Disponibile solo in inglese

B2B Terms and Conditions – United Kingdom

  1. Effect of these Terms and Conditions. These terms and conditions (the “Terms and Conditions”) apply to the purchase and sale of JRDL UK Ltd. Joseph Ribkoff”, the “Company”, “we” or “us” as the case may be) products (the “Products”). By signing these Terms and Conditions, or otherwise placing an order for Products from us, you accept and are bound by these Terms and Conditions. These Terms and Conditions override any terms and conditions that are inconsistent with these Terms and Conditions in any purchase orders or other documents you use or in communications you send to us (unless we specifically sign a document agreeing otherwise). Failure to comply with these Terms and Conditions entitles us to cancel any open orders you may have with us. You affirm that if you place an order on behalf of an organization or company, you have the legal authority to bind any such organization or company to these Terms and Conditions. Our use of the words “you” and “your” include the company, corporation, or other entity for which you are authorized to act.
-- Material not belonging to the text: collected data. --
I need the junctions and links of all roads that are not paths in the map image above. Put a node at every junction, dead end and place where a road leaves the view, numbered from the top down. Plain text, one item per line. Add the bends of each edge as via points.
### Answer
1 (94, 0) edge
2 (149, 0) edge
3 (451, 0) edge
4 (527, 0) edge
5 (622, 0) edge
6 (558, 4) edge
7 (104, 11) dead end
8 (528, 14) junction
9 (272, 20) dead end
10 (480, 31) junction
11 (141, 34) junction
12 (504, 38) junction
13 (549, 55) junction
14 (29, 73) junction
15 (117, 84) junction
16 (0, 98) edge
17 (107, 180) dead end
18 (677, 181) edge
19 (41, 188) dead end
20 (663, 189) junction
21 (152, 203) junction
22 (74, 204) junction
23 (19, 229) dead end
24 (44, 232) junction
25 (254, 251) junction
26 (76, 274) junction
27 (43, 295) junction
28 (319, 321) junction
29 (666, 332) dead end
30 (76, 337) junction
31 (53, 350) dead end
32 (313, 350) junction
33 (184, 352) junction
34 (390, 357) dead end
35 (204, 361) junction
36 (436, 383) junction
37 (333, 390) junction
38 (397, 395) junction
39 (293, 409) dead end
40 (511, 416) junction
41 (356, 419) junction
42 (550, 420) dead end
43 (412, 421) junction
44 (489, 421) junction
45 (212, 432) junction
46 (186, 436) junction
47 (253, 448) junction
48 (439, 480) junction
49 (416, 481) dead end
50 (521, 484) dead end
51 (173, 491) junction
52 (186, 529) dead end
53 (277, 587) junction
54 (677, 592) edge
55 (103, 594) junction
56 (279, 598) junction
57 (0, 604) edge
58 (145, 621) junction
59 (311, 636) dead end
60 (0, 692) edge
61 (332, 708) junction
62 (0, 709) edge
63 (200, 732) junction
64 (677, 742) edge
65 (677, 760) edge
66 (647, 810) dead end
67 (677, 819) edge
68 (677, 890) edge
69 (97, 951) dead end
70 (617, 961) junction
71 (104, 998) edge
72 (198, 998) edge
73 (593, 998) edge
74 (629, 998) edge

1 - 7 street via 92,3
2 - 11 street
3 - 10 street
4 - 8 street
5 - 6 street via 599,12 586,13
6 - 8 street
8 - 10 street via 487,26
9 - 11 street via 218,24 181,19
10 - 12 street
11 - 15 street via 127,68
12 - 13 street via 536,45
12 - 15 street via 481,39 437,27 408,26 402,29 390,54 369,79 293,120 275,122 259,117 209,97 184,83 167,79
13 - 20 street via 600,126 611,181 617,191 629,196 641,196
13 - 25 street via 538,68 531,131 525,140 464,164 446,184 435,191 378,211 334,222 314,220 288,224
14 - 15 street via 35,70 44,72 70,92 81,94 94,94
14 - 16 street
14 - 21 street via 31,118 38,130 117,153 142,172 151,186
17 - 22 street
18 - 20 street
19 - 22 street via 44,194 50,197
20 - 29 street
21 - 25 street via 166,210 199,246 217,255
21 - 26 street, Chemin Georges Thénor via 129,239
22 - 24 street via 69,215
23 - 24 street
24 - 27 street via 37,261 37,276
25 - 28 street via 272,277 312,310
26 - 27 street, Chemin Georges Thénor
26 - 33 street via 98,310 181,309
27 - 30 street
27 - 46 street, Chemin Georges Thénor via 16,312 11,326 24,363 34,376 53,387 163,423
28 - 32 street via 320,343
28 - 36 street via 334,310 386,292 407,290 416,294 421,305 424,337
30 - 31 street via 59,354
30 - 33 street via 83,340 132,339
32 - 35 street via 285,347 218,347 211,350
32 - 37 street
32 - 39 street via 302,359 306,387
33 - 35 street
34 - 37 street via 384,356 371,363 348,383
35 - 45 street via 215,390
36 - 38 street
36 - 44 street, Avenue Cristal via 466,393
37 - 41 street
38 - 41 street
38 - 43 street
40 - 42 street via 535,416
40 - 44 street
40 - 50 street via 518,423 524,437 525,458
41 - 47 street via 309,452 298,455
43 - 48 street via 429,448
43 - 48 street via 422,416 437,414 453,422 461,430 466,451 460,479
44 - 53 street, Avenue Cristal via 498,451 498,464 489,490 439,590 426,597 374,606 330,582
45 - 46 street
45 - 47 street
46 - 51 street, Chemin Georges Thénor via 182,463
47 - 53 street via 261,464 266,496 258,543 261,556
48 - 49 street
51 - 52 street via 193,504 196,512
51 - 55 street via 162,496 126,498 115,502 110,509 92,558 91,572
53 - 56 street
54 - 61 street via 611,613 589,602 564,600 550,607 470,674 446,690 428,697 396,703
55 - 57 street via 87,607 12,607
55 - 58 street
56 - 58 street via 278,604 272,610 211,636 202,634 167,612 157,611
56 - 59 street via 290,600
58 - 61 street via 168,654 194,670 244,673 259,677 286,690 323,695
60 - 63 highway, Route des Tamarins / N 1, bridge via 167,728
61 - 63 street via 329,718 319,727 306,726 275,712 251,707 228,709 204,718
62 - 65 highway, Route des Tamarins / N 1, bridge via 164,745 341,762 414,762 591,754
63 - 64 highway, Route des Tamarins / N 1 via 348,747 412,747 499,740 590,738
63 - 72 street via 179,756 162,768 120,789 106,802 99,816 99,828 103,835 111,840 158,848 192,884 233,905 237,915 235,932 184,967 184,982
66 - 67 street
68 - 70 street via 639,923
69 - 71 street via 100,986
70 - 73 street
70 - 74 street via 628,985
  2. Product Availability. Product availability is subject to change without notice. We reserve the right to cancel any orders that you place for Products that are no longer available, at any time.

  3. Orders, Sales Order Confirmation. You agree that any order you place with us for the purchase of Products is an offer to buy, under these Terms and Conditions, all the Products listed in your order. We are not obligated to sell any Products to you until we accept, confirm, and ship such order. We may choose not to accept orders at our sole discretion. Once you place an order with us and we have accepted it, we will send you by email a confirmation of your order (a “Sales Order Confirmation”). It is your responsibility to review this confirmation and advise us of any errors therein. The Sales Order Confirmation will indicate a “Start Ship Date” and a “Cancellation Date”. We will endeavour to ship the Products on a date that falls between the Start Ship Date and the Cancellation Date that is indicated on the Sales Order Confirmation. On or after the Cancellation Date, if we have not yet shipped the Products listed in the applicable Sales Order Confirmation, you may notify us in writing if your wish to cancel any open orders before such orders have shipped. Once the Products are shipped, the parties herein will be bound and you will not be able to cancel an order for which the Products have been shipped, even if you notify us in writing of your desire to cancel the order on or after the Cancellation Date. The Start Ship Date and any delivery date given by us to you is an estimate only and we will not be held liable for any loss occasioned by failing to deliver on or by that estimated delivery date. All orders remain conditional to proper credit standing until the time of delivery. We reserve our right to cancel any order, even after we issued a Sales Order Confirmation, at any time, if we are unable to deliver for any reason, from time to time.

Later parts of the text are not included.